(DATA TO PROCESS)
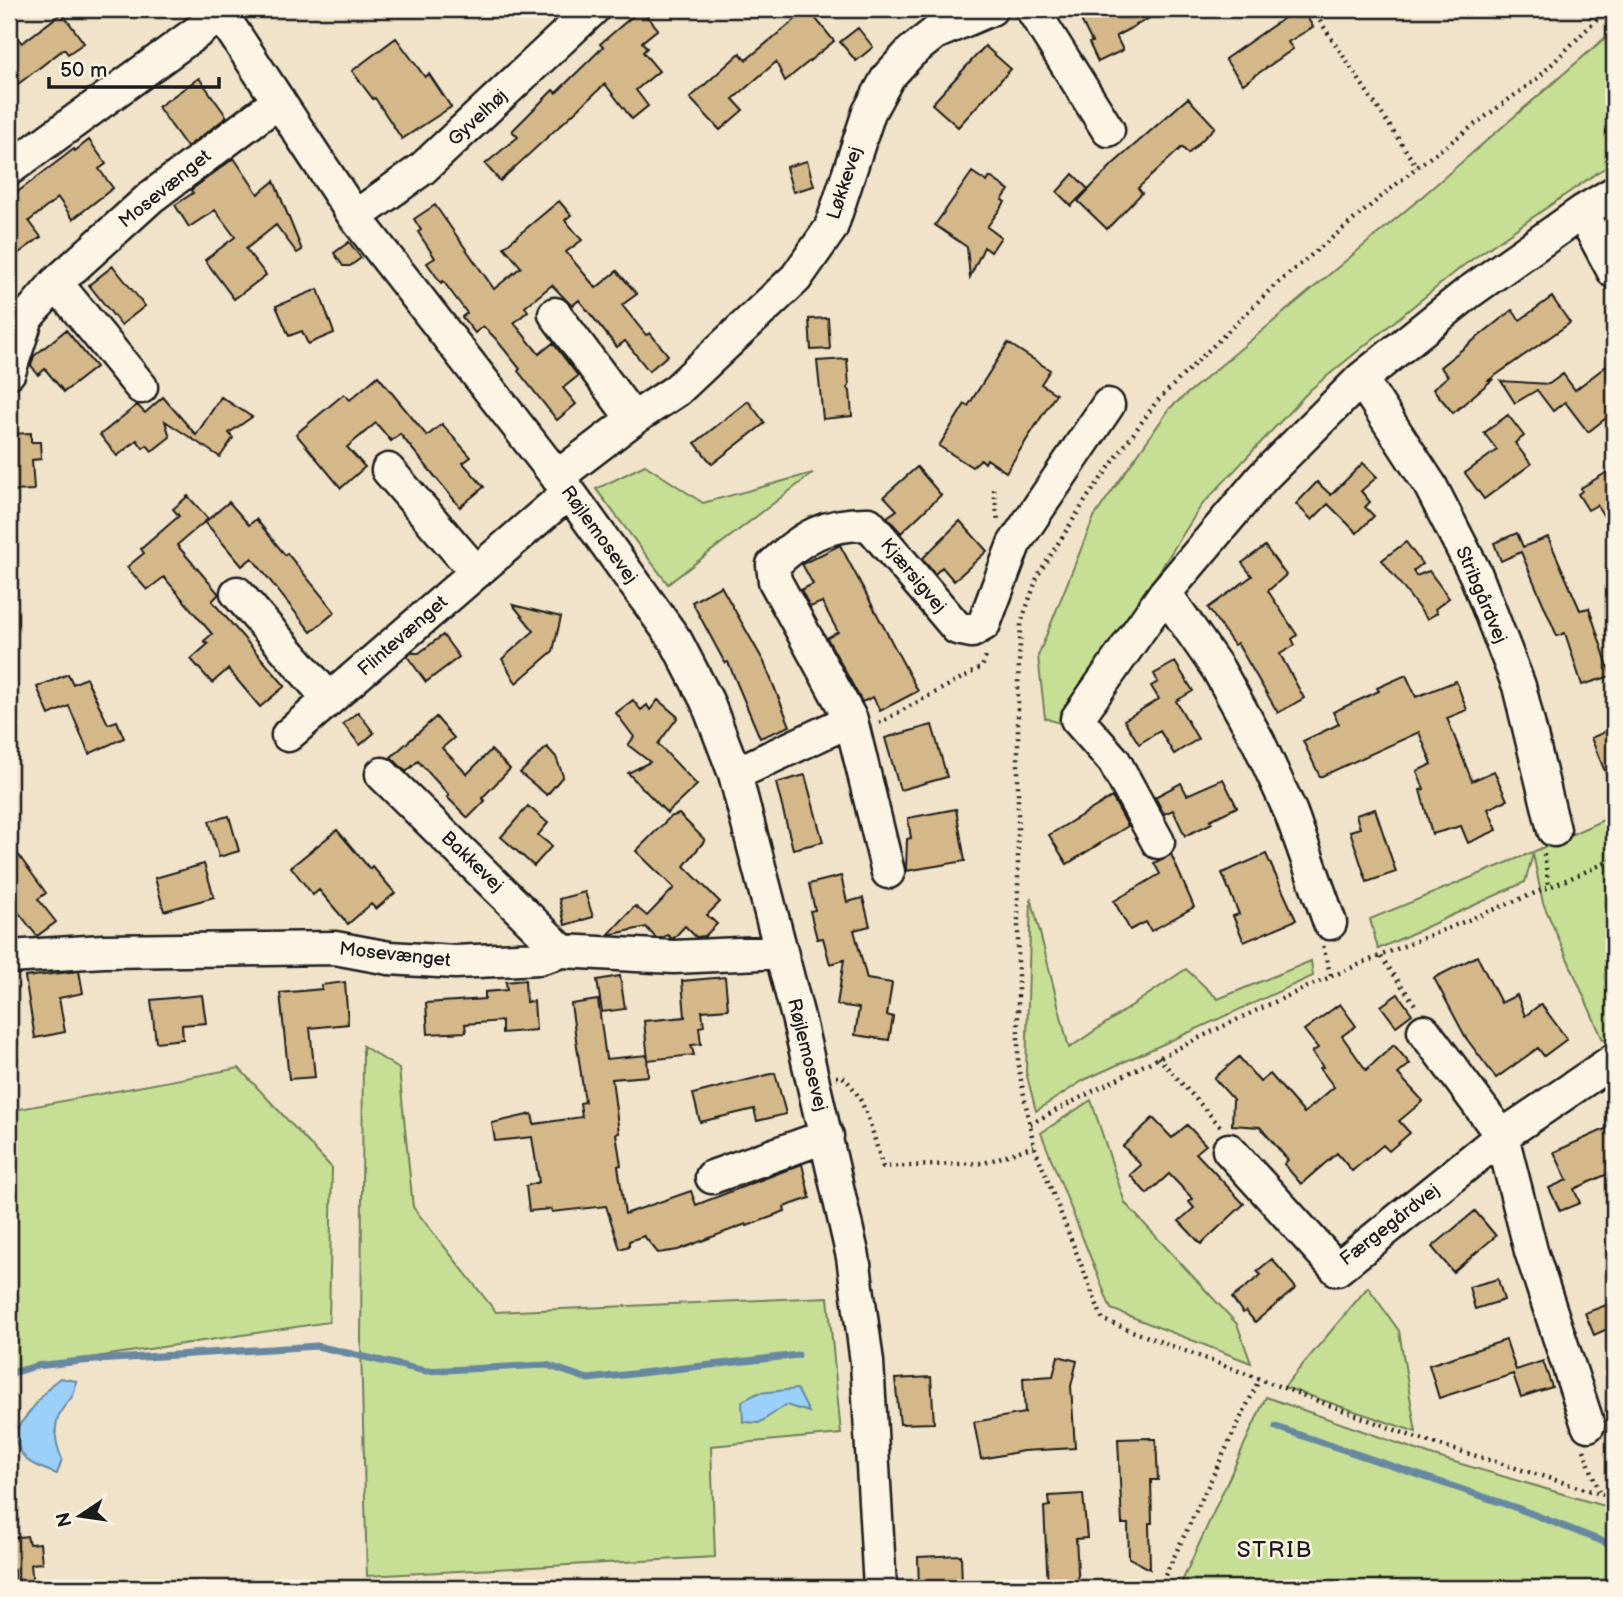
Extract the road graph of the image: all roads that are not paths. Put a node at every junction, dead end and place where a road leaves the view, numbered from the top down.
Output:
1 (593, 9) edge
2 (991, 9) edge
3 (1032, 9) edge
4 (220, 11) edge
5 (279, 101) junction
6 (1108, 130) dead end
7 (9, 169) edge
8 (1614, 193) edge
9 (1583, 212) junction
10 (355, 217) junction
11 (1614, 272) edge
12 (56, 283) junction
13 (555, 314) dead end
14 (9, 372) edge
15 (1361, 379) junction
16 (141, 387) dead end
17 (1108, 405) dead end
18 (633, 419) junction
19 (388, 470) dead end
20 (563, 485) junction
21 (476, 572) junction
22 (237, 593) dead end
23 (1165, 593) junction
24 (329, 699) junction
25 (850, 720) junction
26 (288, 735) dead end
27 (382, 774) dead end
28 (735, 774) junction
29 (1554, 830) dead end
30 (1158, 842) dead end
31 (888, 872) dead end
32 (1330, 923) dead end
33 (562, 951) junction
34 (781, 952) junction
35 (9, 957) edge
36 (1424, 1031) road end
37 (1614, 1060) edge
38 (827, 1136) junction
39 (1503, 1136) junction
40 (1230, 1150) road end
41 (712, 1177) dead end
42 (1588, 1425) road end
43 (880, 1588) edge

1 - 10 street, Gyvelhøj
2 - 18 street, Løkkevej
3 - 6 street
4 - 5 street, Røjlemosevej
4 - 7 street
5 - 10 street, Røjlemosevej
5 - 12 street, Mosevænget
8 - 9 street
9 - 11 street
9 - 15 street
10 - 20 street, Røjlemosevej
12 - 14 street, Mosevænget
12 - 16 street
13 - 18 street
15 - 23 street
15 - 29 street, Stribgårdvej
17 - 25 street, Kjærsigvej
18 - 20 street, Løkkevej
19 - 21 street
20 - 21 street, Flintevænget
20 - 28 street, Røjlemosevej
21 - 24 street, Flintevænget
22 - 24 street
23 - 30 street
23 - 32 street
24 - 26 street, Flintevænget
25 - 28 street
25 - 31 street, Kjærsigvej
27 - 33 street, Bakkevej
28 - 34 street, Røjlemosevej
33 - 34 street, Mosevænget
33 - 35 street, Mosevænget
34 - 38 street, Røjlemosevej
36 - 39 street
37 - 39 street, Færgegårdvej
38 - 41 street, Røjlemosevej
38 - 43 street, Røjlemosevej
39 - 40 street, Færgegårdvej
39 - 42 street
(End DATA TO PROCESS)
> WORK INSTRUCTIONS
The lines to copy are those in the records above containing the word "Flintevænget".

> RESULT OF THIS TASK
20 - 21 street, Flintevænget
21 - 24 street, Flintevænget
24 - 26 street, Flintevænget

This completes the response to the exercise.